Unreasonable behaviour this part of I am,
Is silly, impetuous, unworldly, but damn!
It’s honest and true and a little bit crazy,
Flighty sometimes but never quite flaky
Enough to be daft to the point of plain stupid.
Like being a bit tipsy or speared by wee Cupid.
A tiny bit mental, a tad giggly too,
But it balances the serious, so that’s what I do.
Those folk who know me would testify
That I’m perfectly balanced, four out of five.
The one fifth I’m not is when fantasy’s in flow
Or I’m drunk as a skunk, a pity I know,
But delightfully daring to release the repressive.
Preferable to being much too depressive.
No mania here for I’ve read all about it,
I’m just me, can’t you see, a bit foolish, don’t doubt it.

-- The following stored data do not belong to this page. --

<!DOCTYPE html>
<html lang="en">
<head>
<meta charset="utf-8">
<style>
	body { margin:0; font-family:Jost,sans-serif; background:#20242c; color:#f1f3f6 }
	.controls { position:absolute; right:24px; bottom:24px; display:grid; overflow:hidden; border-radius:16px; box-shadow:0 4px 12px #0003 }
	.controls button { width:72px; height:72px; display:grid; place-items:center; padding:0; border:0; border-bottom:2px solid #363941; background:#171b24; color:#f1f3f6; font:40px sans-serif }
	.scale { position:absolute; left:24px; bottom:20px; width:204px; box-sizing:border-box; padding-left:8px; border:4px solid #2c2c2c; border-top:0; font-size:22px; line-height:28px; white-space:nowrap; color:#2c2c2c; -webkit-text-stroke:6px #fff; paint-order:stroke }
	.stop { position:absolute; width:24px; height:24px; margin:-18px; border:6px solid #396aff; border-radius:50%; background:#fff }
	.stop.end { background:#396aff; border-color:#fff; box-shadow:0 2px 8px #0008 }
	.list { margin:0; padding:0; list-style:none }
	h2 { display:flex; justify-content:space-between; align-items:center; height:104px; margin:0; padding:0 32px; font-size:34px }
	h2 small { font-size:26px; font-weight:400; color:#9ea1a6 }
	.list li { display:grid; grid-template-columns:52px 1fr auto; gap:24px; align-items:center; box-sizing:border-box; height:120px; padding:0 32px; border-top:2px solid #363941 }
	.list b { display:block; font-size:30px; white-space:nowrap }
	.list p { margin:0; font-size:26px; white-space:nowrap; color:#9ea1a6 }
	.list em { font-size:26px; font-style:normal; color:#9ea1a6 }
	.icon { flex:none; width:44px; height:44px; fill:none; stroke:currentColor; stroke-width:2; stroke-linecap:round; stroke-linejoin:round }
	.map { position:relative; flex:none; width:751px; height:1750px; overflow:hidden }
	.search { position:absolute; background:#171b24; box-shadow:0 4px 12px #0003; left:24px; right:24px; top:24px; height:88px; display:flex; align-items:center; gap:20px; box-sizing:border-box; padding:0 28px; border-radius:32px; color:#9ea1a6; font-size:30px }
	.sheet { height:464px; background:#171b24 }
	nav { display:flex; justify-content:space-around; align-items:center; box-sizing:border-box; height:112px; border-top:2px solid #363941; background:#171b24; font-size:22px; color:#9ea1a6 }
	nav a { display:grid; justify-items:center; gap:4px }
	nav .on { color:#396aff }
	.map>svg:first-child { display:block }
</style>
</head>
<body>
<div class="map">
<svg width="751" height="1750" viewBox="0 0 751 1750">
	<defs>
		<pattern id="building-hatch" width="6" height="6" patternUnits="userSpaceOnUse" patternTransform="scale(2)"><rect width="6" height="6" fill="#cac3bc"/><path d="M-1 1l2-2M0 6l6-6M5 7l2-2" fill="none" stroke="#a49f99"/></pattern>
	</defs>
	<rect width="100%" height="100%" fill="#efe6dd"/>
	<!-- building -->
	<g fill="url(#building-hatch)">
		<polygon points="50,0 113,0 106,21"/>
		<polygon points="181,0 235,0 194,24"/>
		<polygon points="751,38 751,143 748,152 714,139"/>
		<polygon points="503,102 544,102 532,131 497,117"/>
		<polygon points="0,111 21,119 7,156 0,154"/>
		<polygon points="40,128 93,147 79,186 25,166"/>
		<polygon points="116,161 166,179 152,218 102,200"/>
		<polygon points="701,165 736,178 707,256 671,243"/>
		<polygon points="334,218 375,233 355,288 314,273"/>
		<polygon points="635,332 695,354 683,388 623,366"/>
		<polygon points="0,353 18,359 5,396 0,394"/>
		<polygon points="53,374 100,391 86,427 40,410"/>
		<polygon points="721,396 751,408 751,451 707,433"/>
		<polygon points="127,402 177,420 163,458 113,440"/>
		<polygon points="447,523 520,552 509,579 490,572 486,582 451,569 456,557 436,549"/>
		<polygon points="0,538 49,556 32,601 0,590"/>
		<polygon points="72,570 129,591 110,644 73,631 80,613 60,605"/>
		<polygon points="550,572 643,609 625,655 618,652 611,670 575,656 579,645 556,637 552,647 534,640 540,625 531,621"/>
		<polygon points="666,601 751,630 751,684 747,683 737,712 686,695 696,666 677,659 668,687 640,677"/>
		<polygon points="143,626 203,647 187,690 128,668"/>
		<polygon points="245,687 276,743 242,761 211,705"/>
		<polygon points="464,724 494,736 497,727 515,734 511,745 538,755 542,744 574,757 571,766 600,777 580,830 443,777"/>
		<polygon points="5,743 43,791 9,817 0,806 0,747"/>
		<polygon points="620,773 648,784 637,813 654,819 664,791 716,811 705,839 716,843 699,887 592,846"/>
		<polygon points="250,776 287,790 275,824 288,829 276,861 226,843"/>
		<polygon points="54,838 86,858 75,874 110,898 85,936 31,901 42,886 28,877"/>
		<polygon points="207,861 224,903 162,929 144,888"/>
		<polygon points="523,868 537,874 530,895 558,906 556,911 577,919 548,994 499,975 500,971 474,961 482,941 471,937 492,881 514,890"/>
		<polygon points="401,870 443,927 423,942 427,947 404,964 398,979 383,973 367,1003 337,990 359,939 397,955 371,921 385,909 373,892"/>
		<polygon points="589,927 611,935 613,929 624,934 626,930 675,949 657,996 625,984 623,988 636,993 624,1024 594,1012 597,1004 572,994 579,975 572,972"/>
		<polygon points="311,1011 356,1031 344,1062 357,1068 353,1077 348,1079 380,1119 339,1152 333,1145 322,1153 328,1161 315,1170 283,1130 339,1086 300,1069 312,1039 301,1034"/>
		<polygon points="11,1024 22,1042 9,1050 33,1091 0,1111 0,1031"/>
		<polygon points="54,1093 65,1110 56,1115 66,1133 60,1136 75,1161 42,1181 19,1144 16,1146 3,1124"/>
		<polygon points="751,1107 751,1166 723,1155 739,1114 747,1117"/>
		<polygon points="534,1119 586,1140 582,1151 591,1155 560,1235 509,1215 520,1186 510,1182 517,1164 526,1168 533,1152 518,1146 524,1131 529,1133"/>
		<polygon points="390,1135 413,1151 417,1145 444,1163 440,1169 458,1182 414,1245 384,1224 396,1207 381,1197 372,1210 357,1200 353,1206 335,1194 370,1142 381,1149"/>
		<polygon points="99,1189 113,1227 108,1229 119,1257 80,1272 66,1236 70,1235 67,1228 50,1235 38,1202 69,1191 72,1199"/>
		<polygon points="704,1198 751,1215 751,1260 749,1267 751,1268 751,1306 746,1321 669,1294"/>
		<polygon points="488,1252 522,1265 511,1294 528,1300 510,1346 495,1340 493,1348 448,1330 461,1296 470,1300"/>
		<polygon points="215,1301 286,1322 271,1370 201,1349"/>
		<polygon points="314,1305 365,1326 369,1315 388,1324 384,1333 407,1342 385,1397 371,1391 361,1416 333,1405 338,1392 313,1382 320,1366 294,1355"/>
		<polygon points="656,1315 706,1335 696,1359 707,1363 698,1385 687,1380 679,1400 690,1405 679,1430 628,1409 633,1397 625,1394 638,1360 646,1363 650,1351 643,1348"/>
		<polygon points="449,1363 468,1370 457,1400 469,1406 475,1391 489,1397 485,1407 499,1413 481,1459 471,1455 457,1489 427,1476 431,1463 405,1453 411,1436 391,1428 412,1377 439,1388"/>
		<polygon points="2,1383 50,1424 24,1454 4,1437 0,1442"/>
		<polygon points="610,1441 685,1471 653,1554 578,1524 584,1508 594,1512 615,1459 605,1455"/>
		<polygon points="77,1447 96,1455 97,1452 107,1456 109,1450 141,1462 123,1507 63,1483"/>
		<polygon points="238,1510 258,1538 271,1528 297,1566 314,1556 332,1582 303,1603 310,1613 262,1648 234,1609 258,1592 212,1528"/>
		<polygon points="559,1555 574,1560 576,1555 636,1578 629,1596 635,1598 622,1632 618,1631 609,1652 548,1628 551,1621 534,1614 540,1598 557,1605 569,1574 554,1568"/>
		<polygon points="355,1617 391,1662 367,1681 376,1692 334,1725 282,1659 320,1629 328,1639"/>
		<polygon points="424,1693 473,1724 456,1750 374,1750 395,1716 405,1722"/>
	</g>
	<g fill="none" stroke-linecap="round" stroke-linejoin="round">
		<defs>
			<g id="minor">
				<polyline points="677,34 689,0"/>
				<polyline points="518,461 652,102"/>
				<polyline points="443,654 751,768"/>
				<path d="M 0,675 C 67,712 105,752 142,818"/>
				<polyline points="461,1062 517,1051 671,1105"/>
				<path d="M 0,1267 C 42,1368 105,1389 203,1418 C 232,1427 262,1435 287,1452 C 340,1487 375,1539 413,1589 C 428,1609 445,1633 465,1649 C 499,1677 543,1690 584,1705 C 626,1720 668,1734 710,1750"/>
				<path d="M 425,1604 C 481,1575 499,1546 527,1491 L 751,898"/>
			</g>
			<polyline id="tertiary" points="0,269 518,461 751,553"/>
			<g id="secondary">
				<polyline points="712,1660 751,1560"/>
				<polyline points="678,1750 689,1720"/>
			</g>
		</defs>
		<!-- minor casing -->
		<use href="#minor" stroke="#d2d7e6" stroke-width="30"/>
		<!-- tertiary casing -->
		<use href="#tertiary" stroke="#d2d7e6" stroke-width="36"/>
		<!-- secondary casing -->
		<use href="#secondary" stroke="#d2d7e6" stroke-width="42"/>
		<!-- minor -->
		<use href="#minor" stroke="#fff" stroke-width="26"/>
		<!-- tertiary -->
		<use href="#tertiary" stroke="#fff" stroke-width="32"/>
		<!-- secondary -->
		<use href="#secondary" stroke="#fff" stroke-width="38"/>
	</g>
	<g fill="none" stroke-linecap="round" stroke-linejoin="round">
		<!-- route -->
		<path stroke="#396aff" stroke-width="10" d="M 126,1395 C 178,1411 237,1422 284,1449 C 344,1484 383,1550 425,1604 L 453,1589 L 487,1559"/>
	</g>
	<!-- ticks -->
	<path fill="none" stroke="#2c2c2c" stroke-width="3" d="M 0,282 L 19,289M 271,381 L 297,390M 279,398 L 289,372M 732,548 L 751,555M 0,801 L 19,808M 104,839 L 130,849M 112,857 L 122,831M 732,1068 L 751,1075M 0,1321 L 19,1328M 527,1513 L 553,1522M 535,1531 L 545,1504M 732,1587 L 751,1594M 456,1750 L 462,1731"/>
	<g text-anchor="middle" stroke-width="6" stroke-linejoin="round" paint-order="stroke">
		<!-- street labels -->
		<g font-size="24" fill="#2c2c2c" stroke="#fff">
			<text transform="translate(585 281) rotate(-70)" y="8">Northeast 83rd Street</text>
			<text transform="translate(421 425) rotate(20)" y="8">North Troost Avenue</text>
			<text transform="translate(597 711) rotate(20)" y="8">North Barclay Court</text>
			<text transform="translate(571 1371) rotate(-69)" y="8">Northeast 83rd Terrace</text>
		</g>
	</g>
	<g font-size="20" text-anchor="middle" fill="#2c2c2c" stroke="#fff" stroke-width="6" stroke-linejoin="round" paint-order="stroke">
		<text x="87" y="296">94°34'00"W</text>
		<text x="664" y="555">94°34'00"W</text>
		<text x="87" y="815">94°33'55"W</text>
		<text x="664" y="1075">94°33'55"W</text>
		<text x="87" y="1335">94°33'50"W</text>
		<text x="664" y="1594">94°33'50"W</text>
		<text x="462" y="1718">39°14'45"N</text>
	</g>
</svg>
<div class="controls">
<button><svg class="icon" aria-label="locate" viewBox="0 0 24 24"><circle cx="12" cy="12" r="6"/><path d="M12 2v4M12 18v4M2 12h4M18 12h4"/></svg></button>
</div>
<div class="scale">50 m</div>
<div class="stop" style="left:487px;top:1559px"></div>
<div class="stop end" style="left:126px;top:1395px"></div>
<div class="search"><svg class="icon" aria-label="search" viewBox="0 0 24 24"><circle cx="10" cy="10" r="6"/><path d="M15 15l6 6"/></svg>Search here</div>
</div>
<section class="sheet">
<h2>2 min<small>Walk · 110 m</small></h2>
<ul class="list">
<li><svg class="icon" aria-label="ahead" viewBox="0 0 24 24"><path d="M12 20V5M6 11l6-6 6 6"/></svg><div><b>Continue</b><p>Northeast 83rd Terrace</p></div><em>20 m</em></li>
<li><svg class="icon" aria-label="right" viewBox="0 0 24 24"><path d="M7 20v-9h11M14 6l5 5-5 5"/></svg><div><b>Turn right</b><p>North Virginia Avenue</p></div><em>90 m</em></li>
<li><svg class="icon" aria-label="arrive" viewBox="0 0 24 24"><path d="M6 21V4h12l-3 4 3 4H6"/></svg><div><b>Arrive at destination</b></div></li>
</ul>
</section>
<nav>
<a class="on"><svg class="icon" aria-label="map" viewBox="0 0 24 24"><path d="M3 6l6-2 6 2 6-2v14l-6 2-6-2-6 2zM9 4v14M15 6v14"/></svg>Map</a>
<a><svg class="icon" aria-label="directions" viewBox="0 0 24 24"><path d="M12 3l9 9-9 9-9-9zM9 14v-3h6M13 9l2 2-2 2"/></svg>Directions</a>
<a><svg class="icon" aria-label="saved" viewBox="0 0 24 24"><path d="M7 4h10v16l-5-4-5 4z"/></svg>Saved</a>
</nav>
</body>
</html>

But only at weekends when I’m in full flight
And mind’s in the clouds. I know, yes, it’s right
That others may think I might be an ass,
But, bugger, I’m honest to the point that I laugh
When things that I say bite me on the bum,
I deal with it, accept it, I blush then succumb
To reasonable behaviour once more in mid-week.
Weekends are for weird, I find as I speak.
No wonder my family think maybe there’s several,
Wife, mother, teacher and a bit of a devil.
Like a youth in my mind two days in the week,
So shoot me, but believe the words that I speak.
A little bizarre on the pan that is light
Lifts up my spirits then so I might
Return to the normal, the perfectly plain
The worker, wife, mother, balanced again.